┏━━

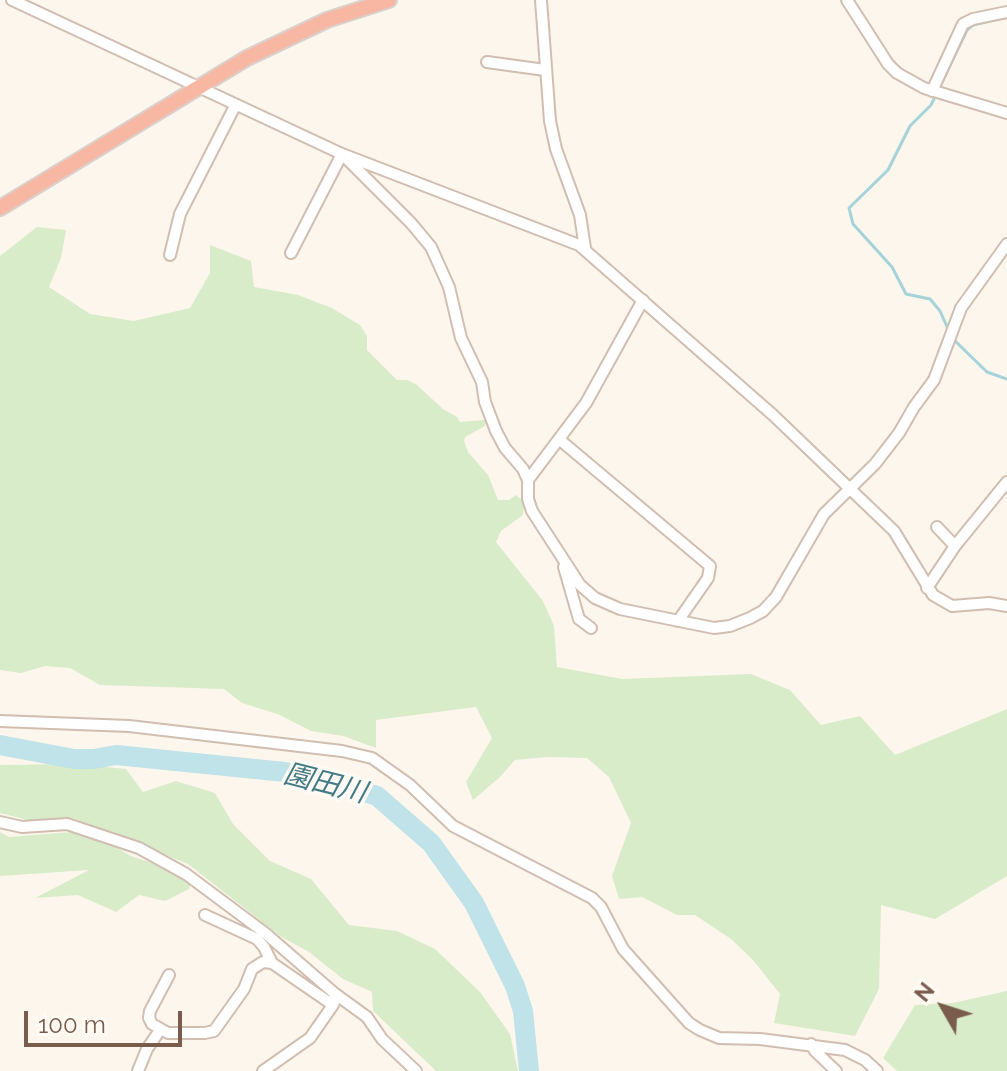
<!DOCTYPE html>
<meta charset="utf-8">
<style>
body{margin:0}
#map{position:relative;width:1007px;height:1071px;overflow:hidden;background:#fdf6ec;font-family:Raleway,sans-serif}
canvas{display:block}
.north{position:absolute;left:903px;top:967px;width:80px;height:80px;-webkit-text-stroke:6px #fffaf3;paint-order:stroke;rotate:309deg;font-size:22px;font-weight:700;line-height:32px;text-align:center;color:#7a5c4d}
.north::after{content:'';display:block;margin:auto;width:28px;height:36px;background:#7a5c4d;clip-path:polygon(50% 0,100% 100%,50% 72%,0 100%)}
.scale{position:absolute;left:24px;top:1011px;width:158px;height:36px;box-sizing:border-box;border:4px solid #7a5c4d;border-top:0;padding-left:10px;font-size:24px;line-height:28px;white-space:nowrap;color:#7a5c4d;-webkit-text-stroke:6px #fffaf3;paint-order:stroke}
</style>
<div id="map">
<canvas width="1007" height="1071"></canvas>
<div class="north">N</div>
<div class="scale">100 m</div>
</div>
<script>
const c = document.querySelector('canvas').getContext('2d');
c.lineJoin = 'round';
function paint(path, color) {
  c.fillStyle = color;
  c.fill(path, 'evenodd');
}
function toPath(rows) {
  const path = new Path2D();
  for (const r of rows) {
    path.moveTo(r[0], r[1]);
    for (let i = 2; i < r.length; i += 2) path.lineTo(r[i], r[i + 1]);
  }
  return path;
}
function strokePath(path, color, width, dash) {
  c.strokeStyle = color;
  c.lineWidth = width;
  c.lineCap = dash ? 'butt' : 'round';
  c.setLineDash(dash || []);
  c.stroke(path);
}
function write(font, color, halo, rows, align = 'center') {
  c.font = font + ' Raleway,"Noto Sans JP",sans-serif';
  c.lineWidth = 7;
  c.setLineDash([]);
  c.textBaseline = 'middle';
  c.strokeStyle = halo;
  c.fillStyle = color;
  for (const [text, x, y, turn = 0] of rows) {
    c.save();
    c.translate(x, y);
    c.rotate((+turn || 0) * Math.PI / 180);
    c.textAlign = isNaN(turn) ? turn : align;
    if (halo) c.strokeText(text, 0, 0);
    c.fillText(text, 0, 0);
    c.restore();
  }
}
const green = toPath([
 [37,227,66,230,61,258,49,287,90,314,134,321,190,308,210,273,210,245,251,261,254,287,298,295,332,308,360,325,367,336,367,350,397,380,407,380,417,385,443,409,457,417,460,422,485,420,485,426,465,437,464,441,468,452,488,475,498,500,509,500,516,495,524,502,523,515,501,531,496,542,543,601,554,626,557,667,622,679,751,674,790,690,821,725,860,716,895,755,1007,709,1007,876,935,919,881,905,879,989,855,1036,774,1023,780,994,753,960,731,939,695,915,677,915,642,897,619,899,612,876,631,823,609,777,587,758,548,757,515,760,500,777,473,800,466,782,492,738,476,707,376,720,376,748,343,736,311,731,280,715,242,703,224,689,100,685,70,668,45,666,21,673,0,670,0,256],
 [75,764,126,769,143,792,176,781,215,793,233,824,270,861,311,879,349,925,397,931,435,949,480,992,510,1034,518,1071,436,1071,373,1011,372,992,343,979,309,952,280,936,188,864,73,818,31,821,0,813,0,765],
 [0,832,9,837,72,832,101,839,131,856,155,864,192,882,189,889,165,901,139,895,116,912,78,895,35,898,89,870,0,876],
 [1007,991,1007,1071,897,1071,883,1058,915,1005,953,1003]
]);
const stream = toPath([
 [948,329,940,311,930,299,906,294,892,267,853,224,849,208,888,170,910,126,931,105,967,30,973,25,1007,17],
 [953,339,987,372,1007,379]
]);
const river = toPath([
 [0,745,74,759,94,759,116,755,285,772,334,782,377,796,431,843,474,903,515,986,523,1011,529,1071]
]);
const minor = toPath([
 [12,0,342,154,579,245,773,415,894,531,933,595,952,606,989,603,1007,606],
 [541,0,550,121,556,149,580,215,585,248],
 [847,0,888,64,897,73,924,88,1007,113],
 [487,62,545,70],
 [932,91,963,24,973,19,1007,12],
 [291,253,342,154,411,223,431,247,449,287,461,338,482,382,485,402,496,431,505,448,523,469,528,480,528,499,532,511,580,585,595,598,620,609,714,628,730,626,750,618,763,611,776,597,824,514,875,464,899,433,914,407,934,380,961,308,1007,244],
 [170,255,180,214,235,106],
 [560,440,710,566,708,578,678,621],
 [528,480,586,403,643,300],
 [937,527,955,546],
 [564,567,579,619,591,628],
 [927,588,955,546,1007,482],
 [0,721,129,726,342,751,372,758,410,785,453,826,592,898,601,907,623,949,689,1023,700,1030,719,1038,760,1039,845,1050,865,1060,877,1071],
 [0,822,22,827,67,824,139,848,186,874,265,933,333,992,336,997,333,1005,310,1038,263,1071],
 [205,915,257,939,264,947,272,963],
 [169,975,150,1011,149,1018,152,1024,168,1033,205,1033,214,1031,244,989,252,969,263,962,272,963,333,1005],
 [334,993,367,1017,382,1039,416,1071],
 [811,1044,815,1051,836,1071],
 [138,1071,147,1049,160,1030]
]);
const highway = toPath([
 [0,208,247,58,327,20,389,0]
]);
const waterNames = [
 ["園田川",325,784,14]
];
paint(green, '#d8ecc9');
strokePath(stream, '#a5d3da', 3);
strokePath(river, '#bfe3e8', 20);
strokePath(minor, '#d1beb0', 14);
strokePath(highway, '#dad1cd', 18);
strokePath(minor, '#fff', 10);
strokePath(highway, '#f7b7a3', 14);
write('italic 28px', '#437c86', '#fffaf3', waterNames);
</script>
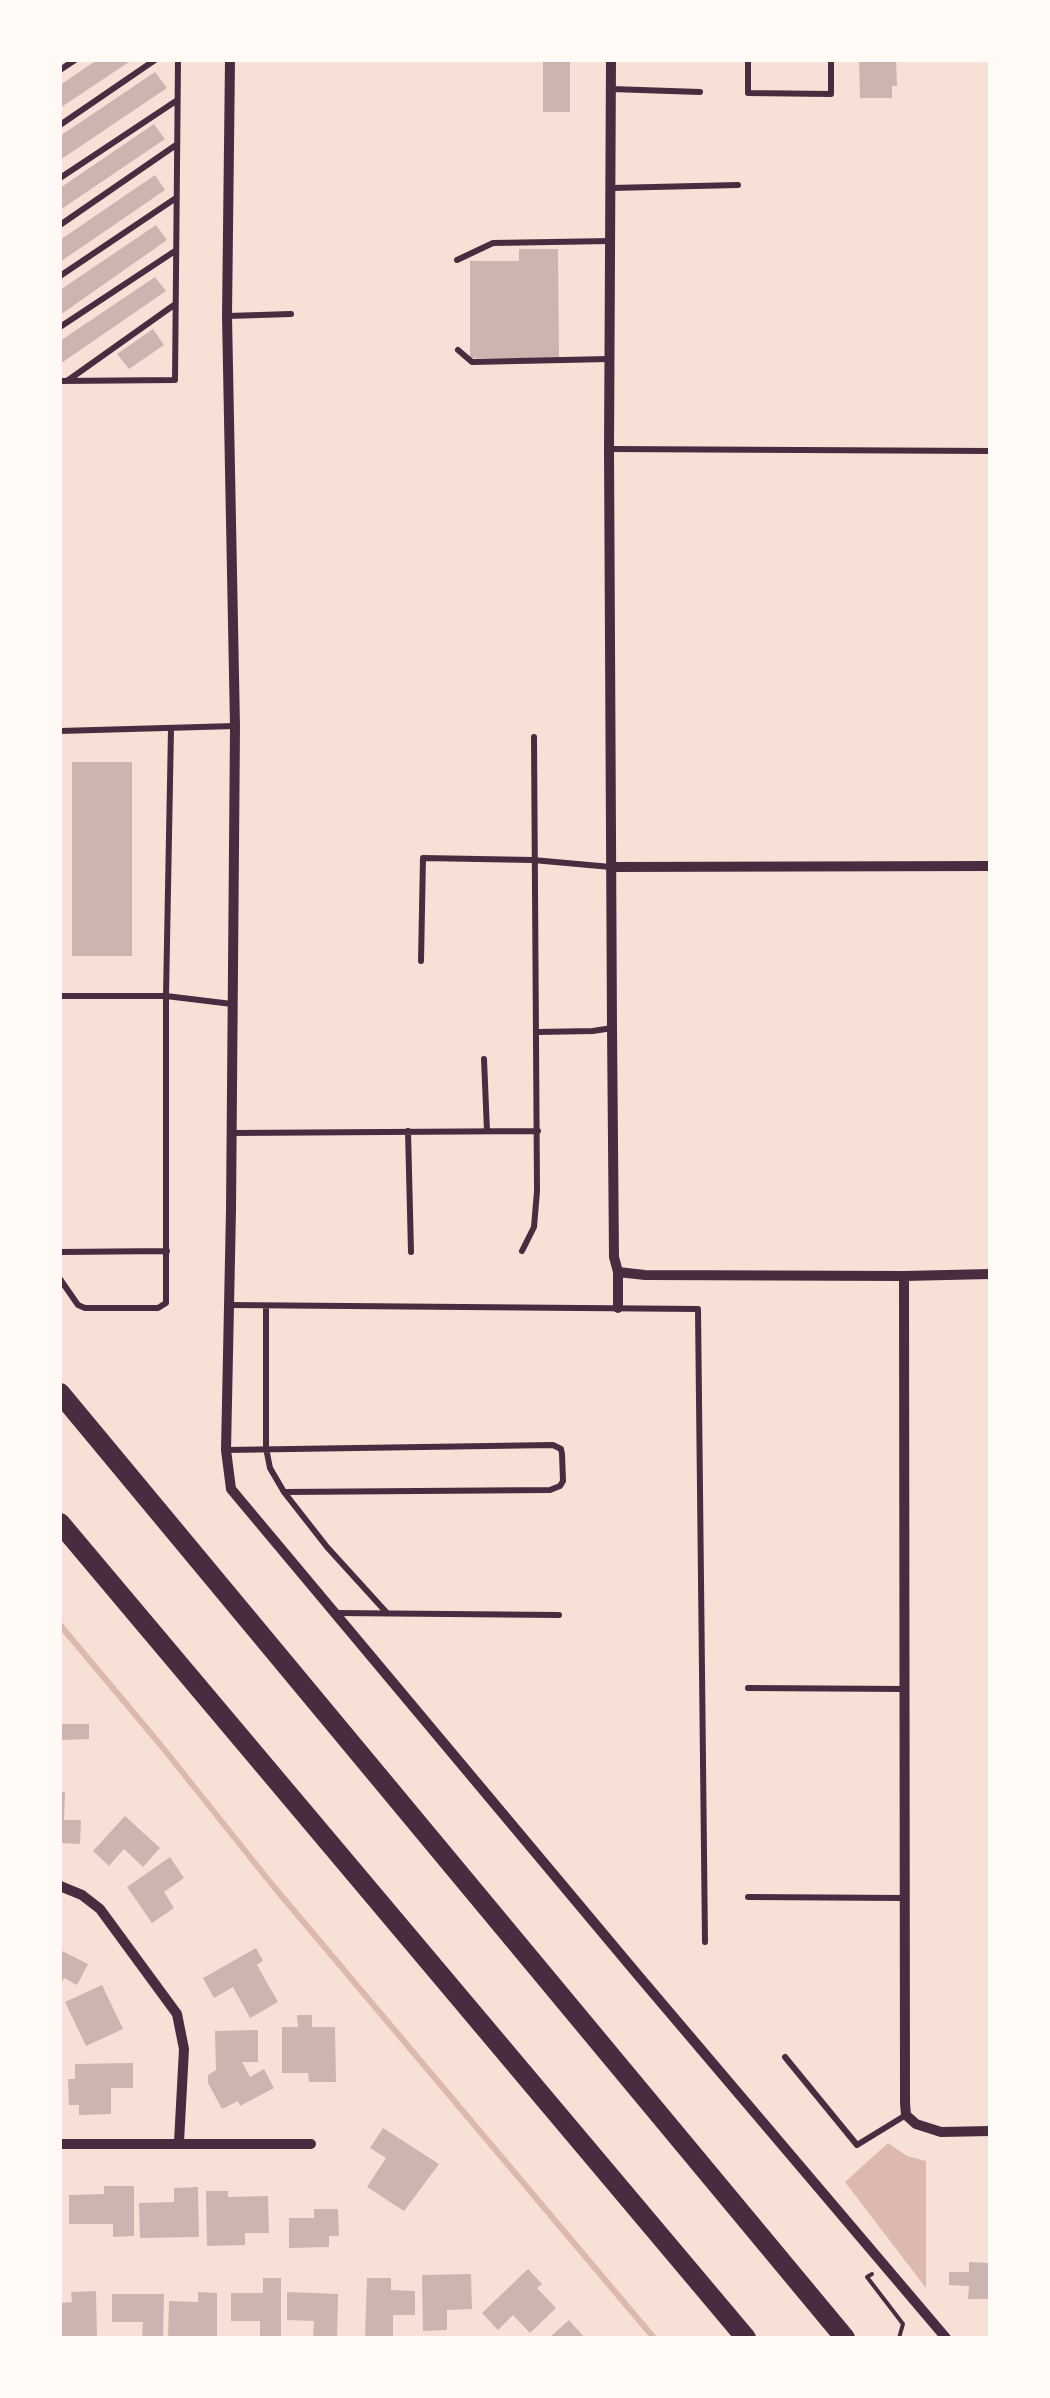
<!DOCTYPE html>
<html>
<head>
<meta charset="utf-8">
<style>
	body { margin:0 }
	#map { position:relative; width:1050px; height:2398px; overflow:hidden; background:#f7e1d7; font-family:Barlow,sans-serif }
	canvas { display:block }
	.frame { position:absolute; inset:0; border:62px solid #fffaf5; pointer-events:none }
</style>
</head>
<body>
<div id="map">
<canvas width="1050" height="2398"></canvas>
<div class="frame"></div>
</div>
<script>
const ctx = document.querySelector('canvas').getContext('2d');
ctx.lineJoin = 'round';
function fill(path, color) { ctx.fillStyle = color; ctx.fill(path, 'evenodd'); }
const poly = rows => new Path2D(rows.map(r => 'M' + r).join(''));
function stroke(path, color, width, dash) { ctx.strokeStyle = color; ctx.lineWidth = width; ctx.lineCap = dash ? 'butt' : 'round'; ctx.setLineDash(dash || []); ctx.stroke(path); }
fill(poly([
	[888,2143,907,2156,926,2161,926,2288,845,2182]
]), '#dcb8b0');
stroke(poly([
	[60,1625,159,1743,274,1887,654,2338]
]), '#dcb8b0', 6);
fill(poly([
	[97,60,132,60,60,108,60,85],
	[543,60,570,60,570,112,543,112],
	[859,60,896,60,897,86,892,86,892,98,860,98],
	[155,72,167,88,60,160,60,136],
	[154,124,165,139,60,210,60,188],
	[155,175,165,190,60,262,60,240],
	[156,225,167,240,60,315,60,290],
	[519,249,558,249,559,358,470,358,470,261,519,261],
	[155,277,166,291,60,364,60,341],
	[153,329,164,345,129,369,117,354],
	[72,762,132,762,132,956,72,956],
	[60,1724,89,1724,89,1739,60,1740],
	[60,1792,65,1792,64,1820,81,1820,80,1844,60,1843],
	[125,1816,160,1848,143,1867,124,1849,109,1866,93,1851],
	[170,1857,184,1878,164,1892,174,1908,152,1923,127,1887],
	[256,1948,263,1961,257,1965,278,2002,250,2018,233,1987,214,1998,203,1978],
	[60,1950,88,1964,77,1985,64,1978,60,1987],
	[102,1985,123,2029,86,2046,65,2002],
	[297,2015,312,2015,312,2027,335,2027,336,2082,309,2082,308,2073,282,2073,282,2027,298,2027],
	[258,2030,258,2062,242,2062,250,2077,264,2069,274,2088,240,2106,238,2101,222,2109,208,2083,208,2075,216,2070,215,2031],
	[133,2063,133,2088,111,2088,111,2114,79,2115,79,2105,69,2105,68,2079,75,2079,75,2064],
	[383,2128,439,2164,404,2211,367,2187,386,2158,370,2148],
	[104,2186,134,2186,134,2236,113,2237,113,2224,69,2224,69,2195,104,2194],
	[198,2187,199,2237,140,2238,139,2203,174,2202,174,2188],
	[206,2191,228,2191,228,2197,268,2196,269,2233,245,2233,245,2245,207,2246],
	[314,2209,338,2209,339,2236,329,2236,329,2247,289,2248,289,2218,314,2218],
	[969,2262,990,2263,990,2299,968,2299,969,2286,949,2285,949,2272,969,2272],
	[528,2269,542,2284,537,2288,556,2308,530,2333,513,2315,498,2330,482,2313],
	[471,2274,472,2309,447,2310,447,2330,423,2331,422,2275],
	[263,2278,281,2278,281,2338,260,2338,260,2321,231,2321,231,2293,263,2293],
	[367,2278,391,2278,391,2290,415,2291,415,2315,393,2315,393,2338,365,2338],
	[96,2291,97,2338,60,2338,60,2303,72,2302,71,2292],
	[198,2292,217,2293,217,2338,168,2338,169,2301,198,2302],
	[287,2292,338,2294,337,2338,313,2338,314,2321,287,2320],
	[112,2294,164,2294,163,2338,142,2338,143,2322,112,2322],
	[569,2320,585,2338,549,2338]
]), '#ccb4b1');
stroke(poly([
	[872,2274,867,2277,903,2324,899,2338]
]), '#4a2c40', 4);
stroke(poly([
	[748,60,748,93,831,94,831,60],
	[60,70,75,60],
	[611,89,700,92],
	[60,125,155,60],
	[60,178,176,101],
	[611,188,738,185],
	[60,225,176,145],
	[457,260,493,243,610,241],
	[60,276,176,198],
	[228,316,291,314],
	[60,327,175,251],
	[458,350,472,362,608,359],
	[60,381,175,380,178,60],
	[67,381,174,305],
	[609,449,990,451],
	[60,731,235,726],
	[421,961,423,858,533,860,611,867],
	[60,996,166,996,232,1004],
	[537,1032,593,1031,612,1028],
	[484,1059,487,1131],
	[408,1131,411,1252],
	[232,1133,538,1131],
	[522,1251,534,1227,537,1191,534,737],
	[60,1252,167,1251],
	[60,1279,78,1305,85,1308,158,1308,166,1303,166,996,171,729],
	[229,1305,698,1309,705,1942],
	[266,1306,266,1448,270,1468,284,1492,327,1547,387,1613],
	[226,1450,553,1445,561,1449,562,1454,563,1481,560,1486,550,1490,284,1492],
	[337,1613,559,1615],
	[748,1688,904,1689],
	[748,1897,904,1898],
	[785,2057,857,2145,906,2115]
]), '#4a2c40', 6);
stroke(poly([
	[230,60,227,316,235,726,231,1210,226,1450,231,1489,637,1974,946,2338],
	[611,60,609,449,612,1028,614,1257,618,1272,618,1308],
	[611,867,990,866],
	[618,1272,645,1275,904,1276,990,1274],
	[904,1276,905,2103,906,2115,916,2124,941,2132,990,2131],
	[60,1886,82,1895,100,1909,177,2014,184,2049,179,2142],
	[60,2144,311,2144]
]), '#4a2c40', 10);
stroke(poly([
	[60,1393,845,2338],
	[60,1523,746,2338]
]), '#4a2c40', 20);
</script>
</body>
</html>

┗━━

> **TASK REQUIREMENTS**
Retrieve every line above holding the word "evenodd".

> **OUTPUT FOR THIS EXERCISE**
  c.fill(path, 'evenodd');
function fill(path, color) { ctx.fillStyle = color; ctx.fill(path, 'evenodd'); }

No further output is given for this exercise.